Personne en ville ne tripote la joue de Jeanne-Françoise Colin de Querlac.
Madame est très occupée à transformer son penty en demeure bourgeoise accueillant des générations de Colin de Querlac pour les vacances. Elle meuble sa résidence secondaire : elle achète de rutilantes reproductions de billots et de présentoirs à pain chez Comptoir de Famille, remporte aux enchères un ou deux meubles bretons et chine de vieux bols ébréchés qu'elle certifie avoir appartenu à l'arrière-arrière-Bon-Papa Colin de Querlac, fondateur de la dynatie, et qui donnent un air si authentique. Elle va même jusqu'à dénicher en brocante d'anciennes photos de bourgeois bretons qui formeront une galerie d'ancêtres dans la minuscule entrée du penty. Quelques rideaux en toile de Jouy, des abats-jour en coton écossais et le tour est joué. Ainsi nait une maison de famille plus vraie que nature, propre comme un sou neuf, reproduction parfaite de celles aperçues dans les pages de "Maison de Campagne" ou "Côté Ouest".
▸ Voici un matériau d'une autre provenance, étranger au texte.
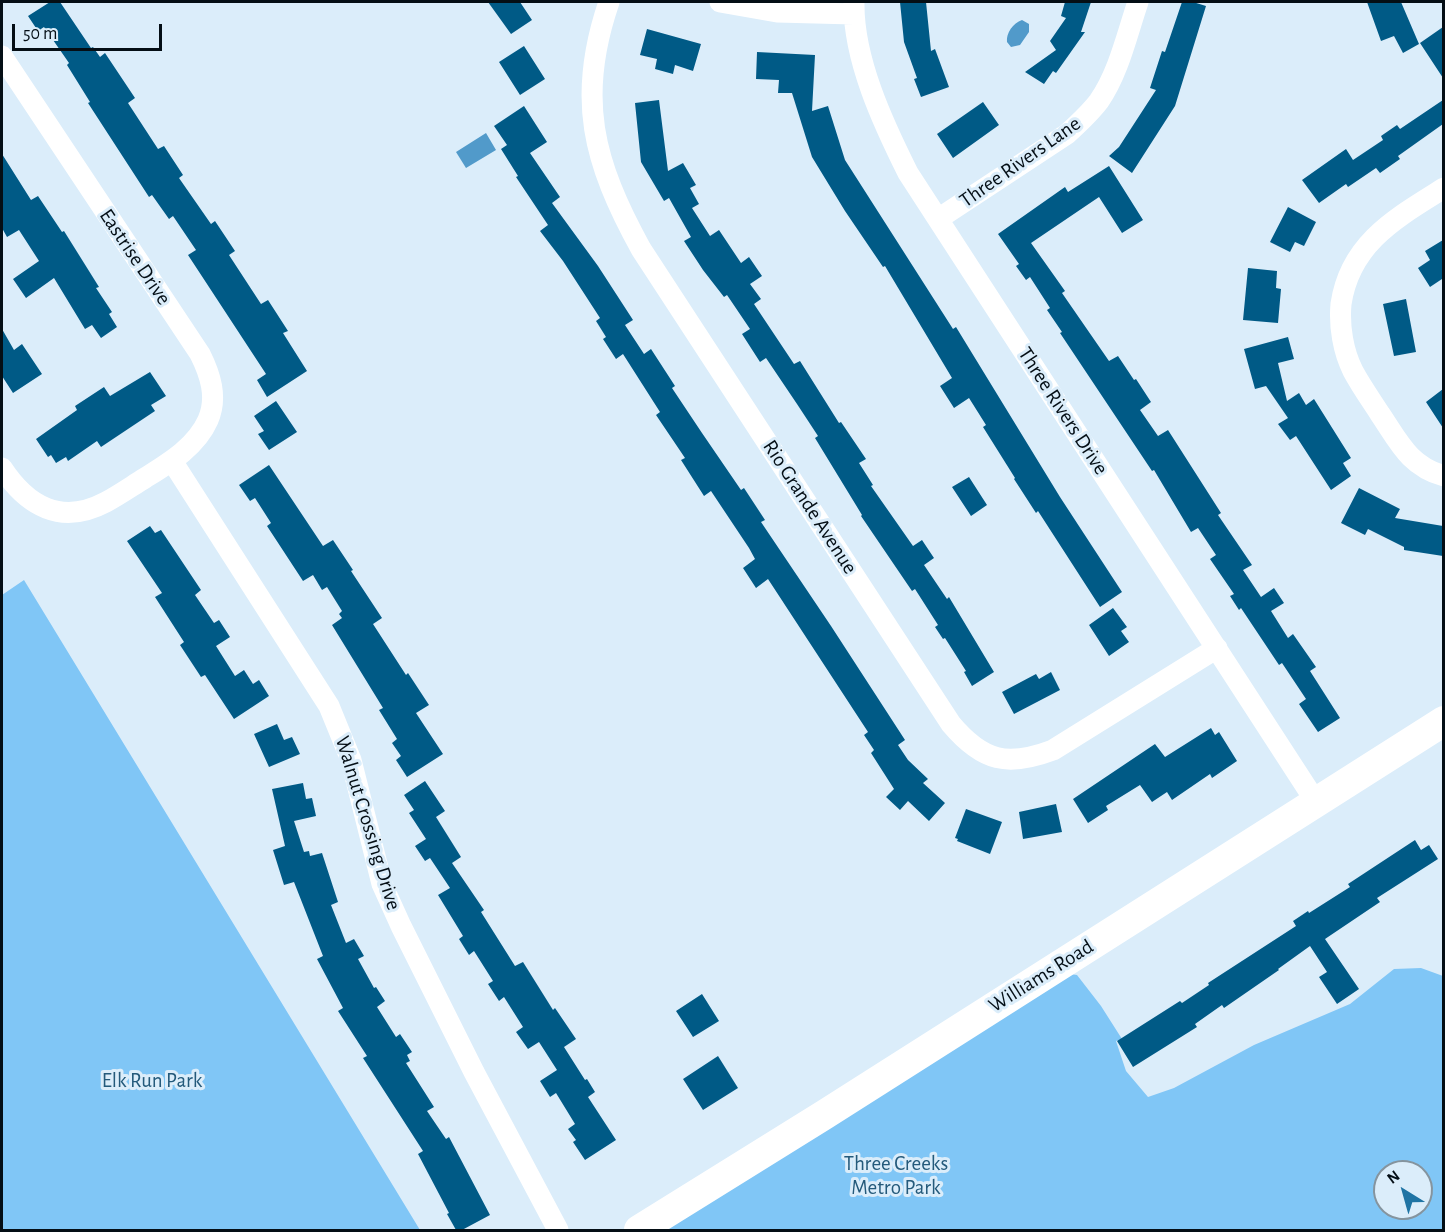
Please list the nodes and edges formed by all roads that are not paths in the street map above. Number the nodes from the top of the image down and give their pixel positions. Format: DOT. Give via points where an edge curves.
graph roads {
  1 [pos="609,2"];
  2 [pos="720,2"];
  3 [pos="1138,2"];
  4 [pos="854,8"];
  5 [pos="2,56"];
  6 [pos="1443,188"];
  7 [pos="938,219"];
  8 [pos="172,461"];
  9 [pos="2,468"];
  10 [pos="1443,476"];
  11 [pos="1217,648"];
  12 [pos="1443,721"];
  13 [pos="1316,802"];
  14 [pos="558,1230"];
  15 [pos="639,1230"];
  1 -- 11 [label="street, Rio Grande Avenue" via="599,30 591,82 597,146 616,200 641,249 965,740 998,758 1016,760 1053,750"];
  2 -- 4 [label="street" via="777,12"];
  3 -- 7 [label="street, Three Rivers Lane" via="1110,80 1084,118 1067,134"];
  4 -- 7 [label="street, Three Rivers Drive" via="873,97 908,173"];
  5 -- 8 [label="street, Eastrise Drive" via="207,369 212,386 208,419 188,447"];
  6 -- 10 [label="street" via="1385,227 1359,254 1343,293 1341,330 1353,370 1407,455 1431,473"];
  7 -- 11 [label="street, Three Rivers Drive"];
  8 -- 9 [label="street, Eastrise Drive" via="104,503 70,512 52,511 35,504 21,494"];
  8 -- 14 [label="street, Walnut Crossing Drive" via="329,706 351,760 382,884 474,1072"];
  11 -- 13 [label="street, Three Rivers Drive"];
  12 -- 13 [label="main road, Williams Road"];
  13 -- 15 [label="main road, Williams Road"];
}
La maison ainsi parée est prête à accueillir famille et amis. Enfants et petits-enfants débarquent pour les grandes vacances.
On prend le temps. Le temps de faire les courses tout d'abord. Le marché hebdomadaire, c'est LA sortie de la semaine, l'endroit ou l'on se montre, l'endroit ou il faut être vu, l'endroit ou il faut être reconnu. On se rend toujours chez les mêmes fournisseurs, le fin du fin étant que le commerçant vous appelle par votre nom et vous fasse passer devant tout le monde. Madame se damnerait pour qu'on la serve ainsi, mais pour l'heure, elle doit céder la place à la femme du médecin qui la double sans même un regard. Un jour, Madame tenta bien de ne pas se faire doubler de la sorte, mais la femme du toubib lui asséna "vous n'êtes pas d'ici vous, ça se voit", tout en la toisant avec mépris. Les Messieurs se gardent bien d'intervenir en pareil cas.
Les courses une fois faites, on se retrouve à la terrasse de chez Bournard, le Sénéquier local, et pas ailleurs, pour un apéritif entre amis. Toute la famille est vêtue comme si elle allait participer à la Solitaire du Figaro, mais les Dockside flambant neuves ne quitteront jamais le quai.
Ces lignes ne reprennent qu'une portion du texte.